"La résilience urbaine est un levier considérable dans la lutte contre le changement climatique", estime François Gemenne

Pour l’enseignant-chercheur François Gemenne, intervenant au cours d’une journée de formation organisée à Blois ce 28 mai par le CNFPT, la recherche de la résilience urbaine, longtemps ignorée, est devenue une nécessité. Elle constitue pour lui un levier considérable dans la lutte contre le changement climatique, à condition d’actionner trois leviers : la réduction des inégalités, la "désirabilité" des transitions et le renouveau démocratique.

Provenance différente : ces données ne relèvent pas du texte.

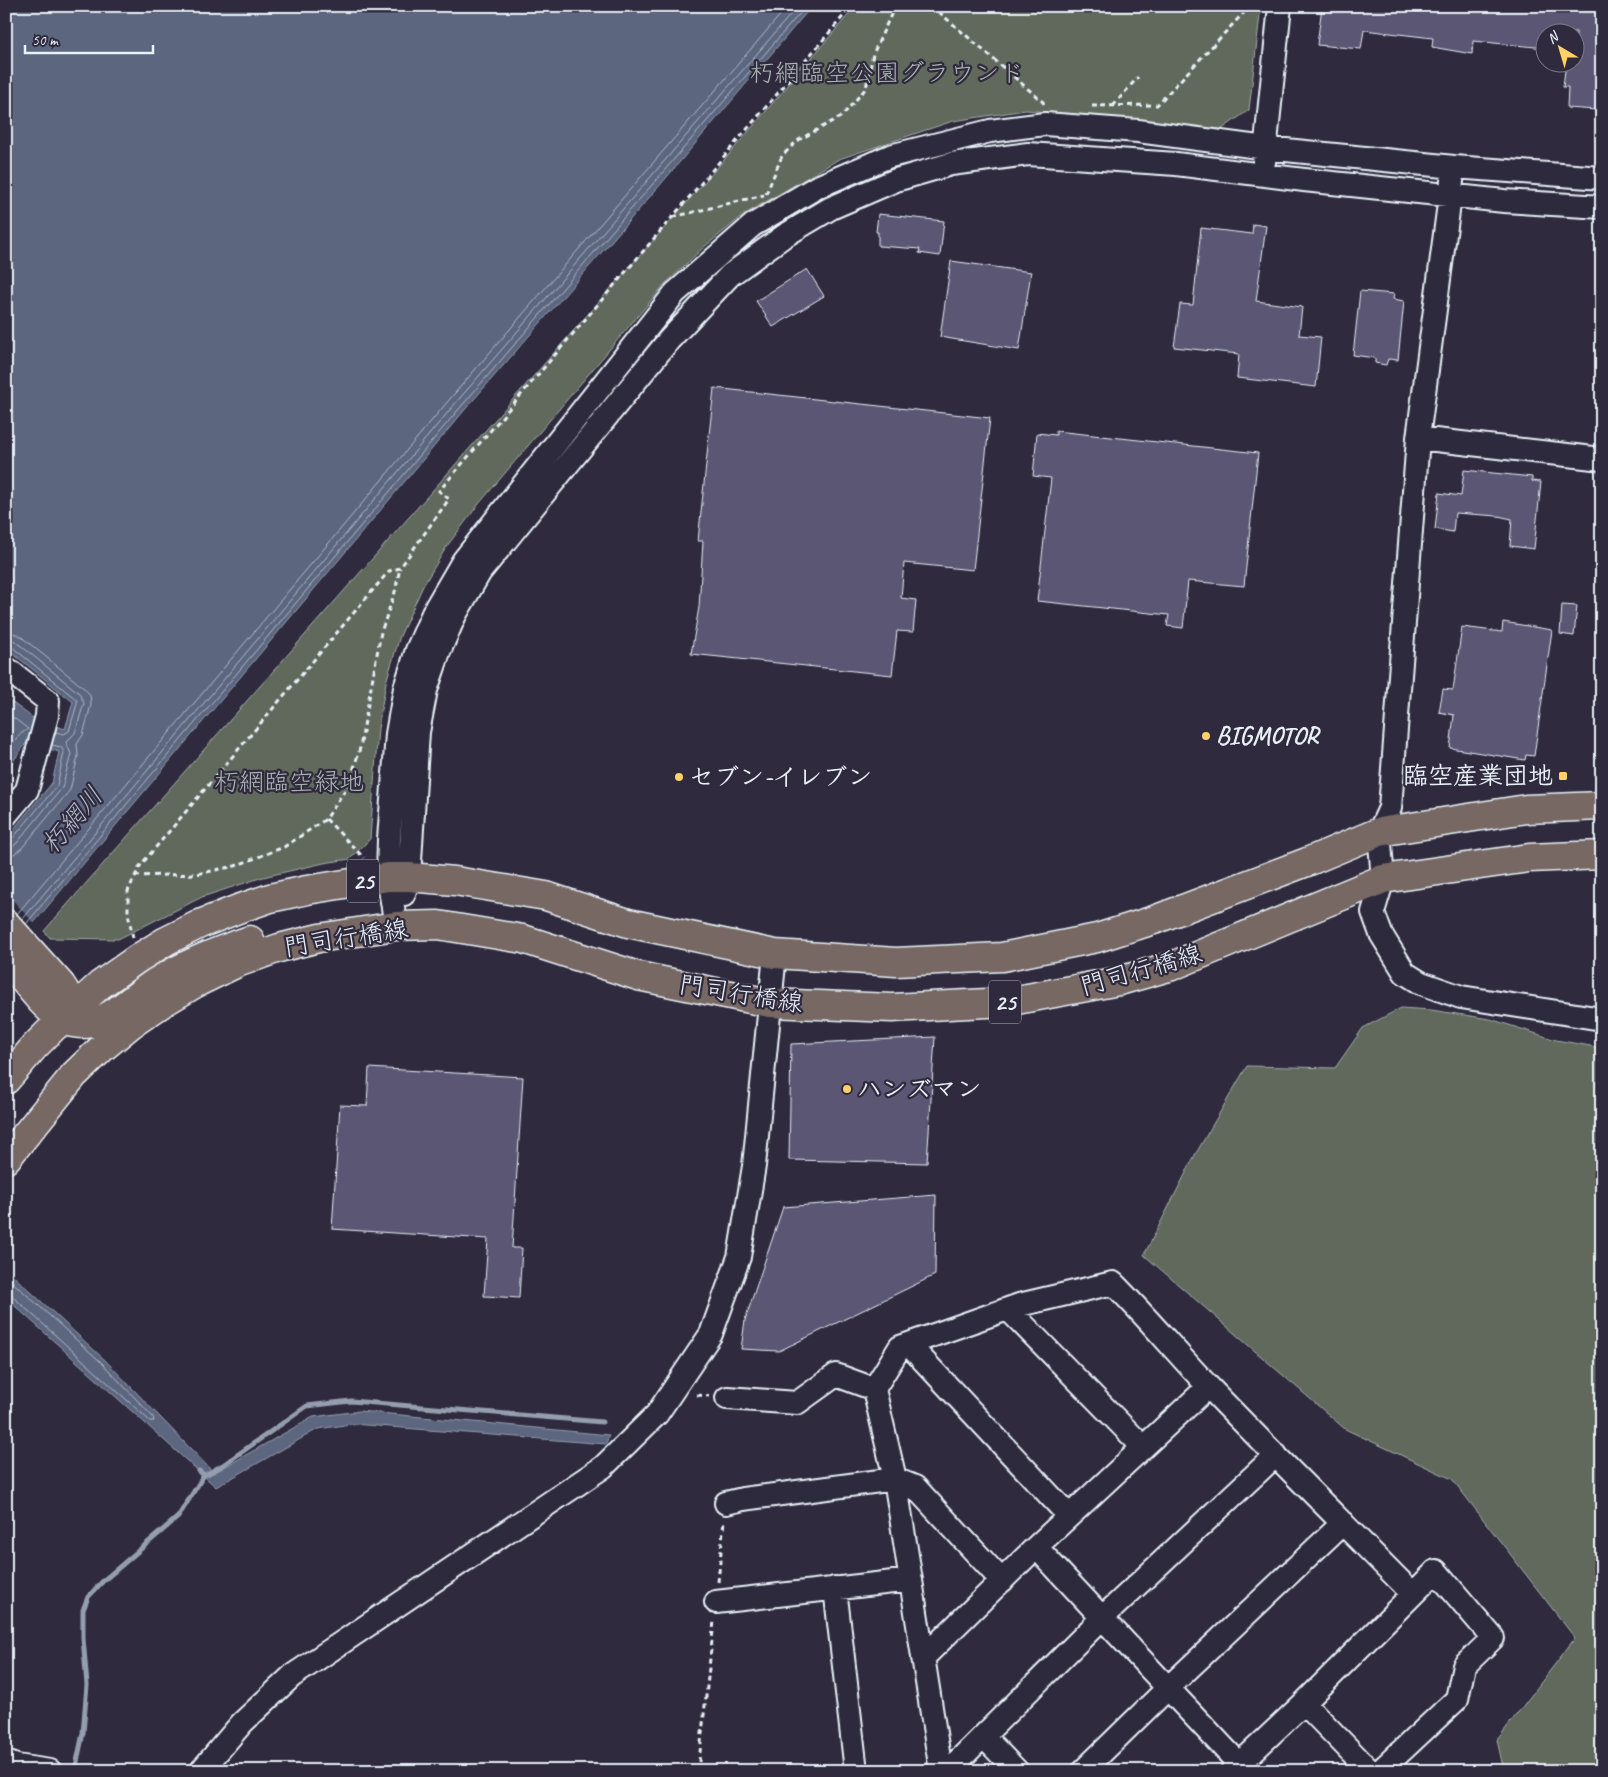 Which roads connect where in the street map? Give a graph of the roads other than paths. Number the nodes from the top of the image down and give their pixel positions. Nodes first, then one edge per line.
1 (1280, 6) edge
2 (1266, 148) junction
3 (1454, 167) junction
4 (1263, 175) junction
5 (1602, 178) edge
6 (1451, 195) junction
7 (1602, 206) edge
8 (1418, 438) junction
9 (1602, 459) edge
10 (6, 668) edge
11 (1602, 806) edge
12 (6, 815) edge
13 (1379, 832) junction
14 (1602, 855) edge
15 (398, 877) junction
16 (1383, 879) junction
17 (6, 924) edge
18 (396, 926) junction
19 (775, 954) junction
20 (13, 955) edge
21 (770, 1003) junction
22 (64, 1007) junction
23 (1602, 1019) edge
24 (74, 1075) junction
25 (6, 1080) edge
26 (6, 1159) edge
27 (1008, 1310) junction
28 (908, 1345) junction
29 (1208, 1386) junction
30 (874, 1389) junction
31 (727, 1398) dead end
32 (1143, 1448) junction
33 (1276, 1454) junction
34 (895, 1479) junction
35 (726, 1503) road end
36 (1069, 1516) junction
37 (1343, 1523) junction
38 (1036, 1547) junction
39 (911, 1580) junction
40 (1002, 1581) junction
41 (835, 1588) junction
42 (1414, 1594) junction
43 (716, 1602) road end
44 (1102, 1618) junction
45 (923, 1658) junction
46 (1168, 1688) junction
47 (1304, 1703) junction
48 (983, 1736) junction
49 (6, 1762) edge
50 (1235, 1767) edge
51 (50, 1771) edge
52 (201, 1771) edge
53 (856, 1771) edge
54 (941, 1771) edge
55 (948, 1771) edge
56 (1017, 1771) edge
57 (1083, 1771) edge
58 (1370, 1771) edge
59 (1380, 1771) edge

1 - 2 street
2 - 3 street
2 - 4 street
2 - 15 street
3 - 5 street
3 - 6 street
4 - 6 street
4 - 15 street
6 - 7 street
6 - 8 street
8 - 9 street
8 - 13 street
10 - 12 street
11 - 13 main road, 門司行橋線 / 25
13 - 16 street
13 - 19 main road, 門司行橋線 / 25
14 - 16 main road, 門司行橋線 / 25
15 - 18 street
15 - 19 main road, 門司行橋線 / 25
15 - 22 main road, 門司行橋線 / 25
16 - 21 main road, 門司行橋線 / 25
16 - 23 street
17 - 20 main road
18 - 21 main road, 門司行橋線 / 25
18 - 22 main road
18 - 24 main road, 門司行橋線 / 25
19 - 21 street
20 - 22 main road
21 - 52 street
22 - 24 main road
22 - 25 main road, 門司行橋線 / 25
24 - 26 main road, 門司行橋線 / 25
27 - 28 street
27 - 29 street
27 - 32 street
28 - 30 street
28 - 36 street
29 - 32 street
29 - 33 street
30 - 31 street
30 - 34 street
32 - 36 street
33 - 37 street
33 - 44 street
34 - 35 street
34 - 39 street
34 - 40 street
36 - 38 street
37 - 42 street
37 - 46 street
38 - 40 street
38 - 44 street
39 - 41 street
39 - 45 street
40 - 45 street
41 - 43 street
41 - 53 street
42 - 47 street
42 - 59 street
44 - 46 street
44 - 48 street
45 - 54 street
46 - 50 street
46 - 57 street
47 - 50 street
47 - 58 street
48 - 55 street
48 - 56 street
49 - 51 street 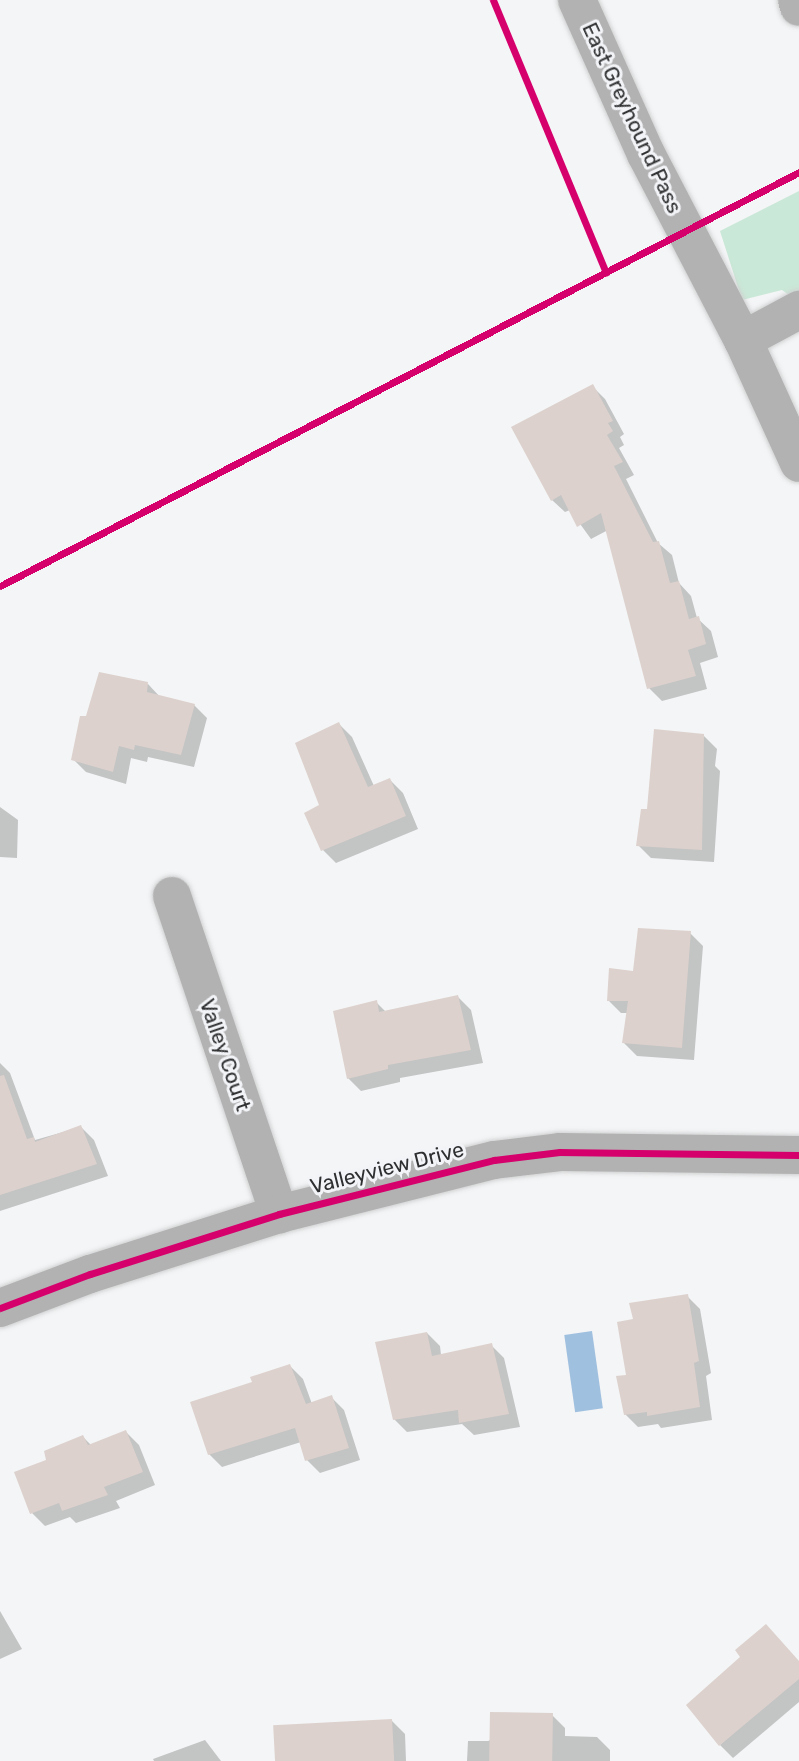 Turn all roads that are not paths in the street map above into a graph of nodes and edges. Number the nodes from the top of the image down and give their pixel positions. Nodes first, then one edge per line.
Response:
1 (577, 0) edge
2 (797, 0) edge
3 (799, 8) edge
4 (799, 310) edge
5 (743, 340) junction
6 (799, 463) edge
7 (172, 895) dead end
8 (799, 1155) edge
9 (279, 1214) junction
10 (0, 1308) edge

1 - 5 street, East Greyhound Pass
2 - 3 street
4 - 5 street
5 - 6 street, East Greyhound Pass
7 - 9 street, Valley Court
8 - 9 street, Valleyview Drive
9 - 10 street, Valleyview Drive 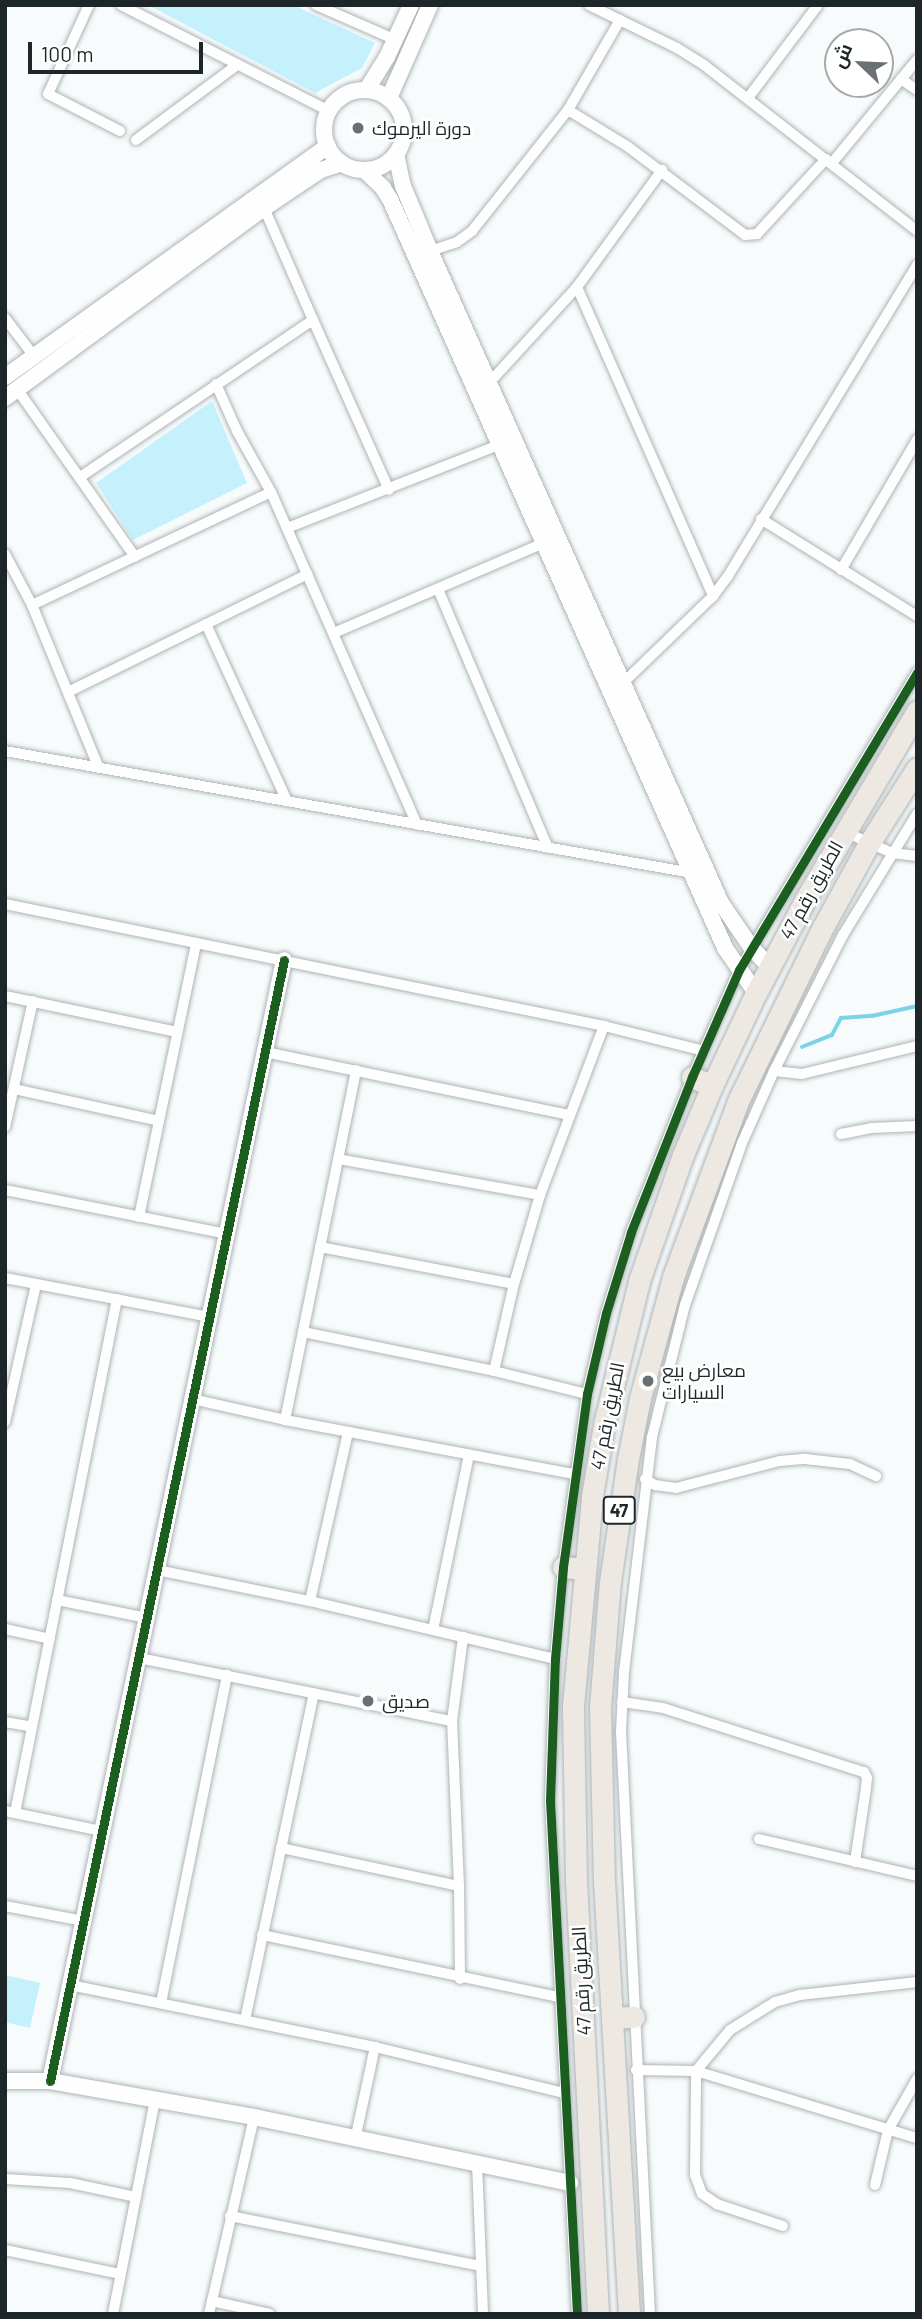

La résilience urbaine. Tel était le thème de la journée de formation organisée ce 28 mai, à Blois (Loir-et-Cher), par le Centre national de la fonction publique territoriale (CNFPT), au bénéfice d’une centaine d’agents venus de toute la France. Une notion que plusieurs intervenants eurent bien du mal à définir. "La géographe Magali Reghezza-Zitt a montré que la notion était polysémique", argue Mathilde Gralepois, enseignant-chercheur. "Chacun a son interprétation", l’appuie Cathy Savourey, adjointe au maire de Tours. Certes, le concept est discuté. Mais ne pas définir les choses ne revient-il pas, comme mal les nommer, à ajouter au malheur de ce monde ? En introduisant la séance, le président de communauté d’agglomération Agglopolys Blois, Christophe Degruelle, avait d’ailleurs d’emblée insisté sur l’importance de la sémantique, évoquant les désormais classiques "transitions" au pluriel, le "changement" et non le réchauffement climatique, etc. Sans toutefois se risquer à définir lui-même la notion… 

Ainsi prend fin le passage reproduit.